> [PROBLEM REQUIREMENTS]: For each entry below, write an exact copy and leave out the images.

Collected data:
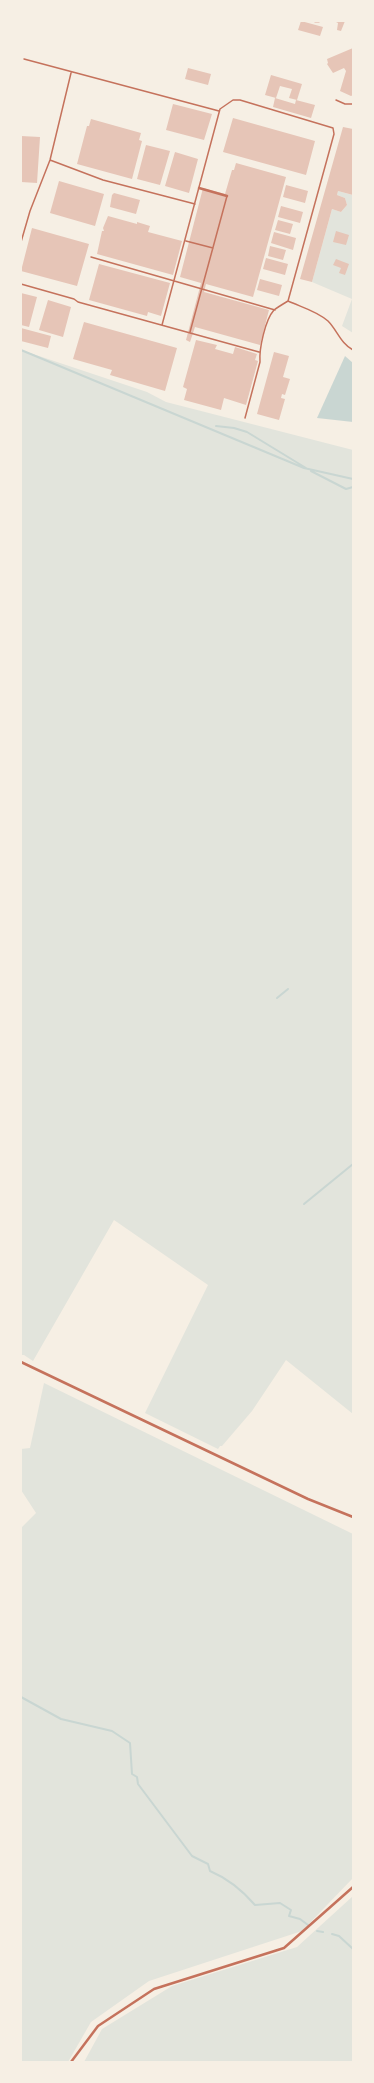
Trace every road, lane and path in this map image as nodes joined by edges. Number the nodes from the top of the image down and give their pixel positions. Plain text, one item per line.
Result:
1 (315, 21) edge
2 (319, 21) edge
3 (24, 59) dead end
4 (72, 73) junction
5 (336, 100) dead end
6 (353, 104) edge
7 (219, 111) junction
8 (50, 160) junction
9 (199, 188) junction
10 (227, 196) joint
11 (195, 204) junction
12 (185, 241) junction
13 (21, 242) edge
14 (213, 248) junction
15 (91, 256) dead end
16 (174, 280) junction
17 (21, 284) edge
18 (202, 289) junction
19 (288, 301) junction
20 (275, 310) junction
21 (162, 324) junction
22 (190, 332) junction
23 (353, 350) edge
24 (260, 352) junction
25 (245, 418) dead end
26 (21, 1362) edge
27 (353, 1517) edge
28 (353, 1887) edge
29 (71, 2062) edge

1 - 2 street
3 - 4 lane
4 - 7 lane
4 - 8 lane
5 - 6 lane
7 - 9 lane
7 - 19 lane
8 - 11 lane
8 - 13 lane
9 - 10 street
9 - 11 lane
10 - 14 lane
11 - 12 lane
12 - 14 lane
12 - 16 lane
14 - 18 lane
15 - 16 lane
16 - 18 lane
16 - 21 lane
17 - 21 lane
18 - 20 lane
18 - 22 lane
19 - 20 lane
19 - 23 lane
20 - 24 lane
21 - 22 lane
22 - 24 lane
24 - 25 lane
26 - 27 street
28 - 29 street

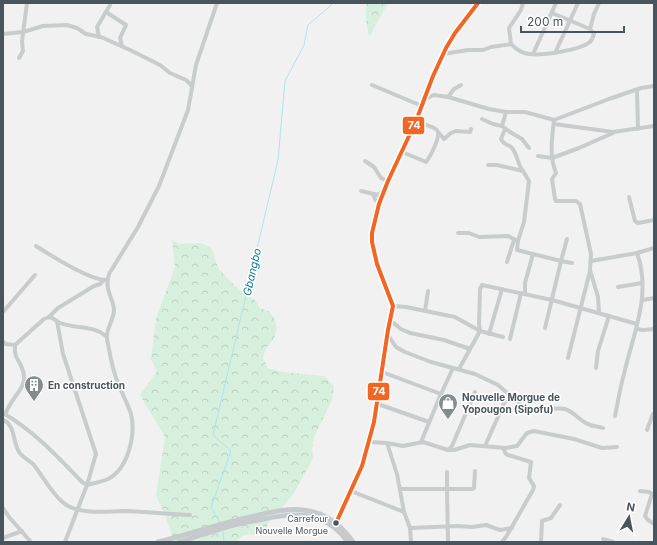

> [SOLUTION]:
Trace every road, lane and path in this map image as nodes joined by edges. Number the nodes from the top of the image down and give their pixel positions. Plain text, one item per line.
Result:
1 (315, 21) edge
2 (319, 21) edge
3 (24, 59) dead end
4 (72, 73) junction
5 (336, 100) dead end
6 (353, 104) edge
7 (219, 111) junction
8 (50, 160) junction
9 (199, 188) junction
10 (227, 196) joint
11 (195, 204) junction
12 (185, 241) junction
13 (21, 242) edge
14 (213, 248) junction
15 (91, 256) dead end
16 (174, 280) junction
17 (21, 284) edge
18 (202, 289) junction
19 (288, 301) junction
20 (275, 310) junction
21 (162, 324) junction
22 (190, 332) junction
23 (353, 350) edge
24 (260, 352) junction
25 (245, 418) dead end
26 (21, 1362) edge
27 (353, 1517) edge
28 (353, 1887) edge
29 (71, 2062) edge

1 - 2 street
3 - 4 lane
4 - 7 lane
4 - 8 lane
5 - 6 lane
7 - 9 lane
7 - 19 lane
8 - 11 lane
8 - 13 lane
9 - 10 street
9 - 11 lane
10 - 14 lane
11 - 12 lane
12 - 14 lane
12 - 16 lane
14 - 18 lane
15 - 16 lane
16 - 18 lane
16 - 21 lane
17 - 21 lane
18 - 20 lane
18 - 22 lane
19 - 20 lane
19 - 23 lane
20 - 24 lane
21 - 22 lane
22 - 24 lane
24 - 25 lane
26 - 27 street
28 - 29 street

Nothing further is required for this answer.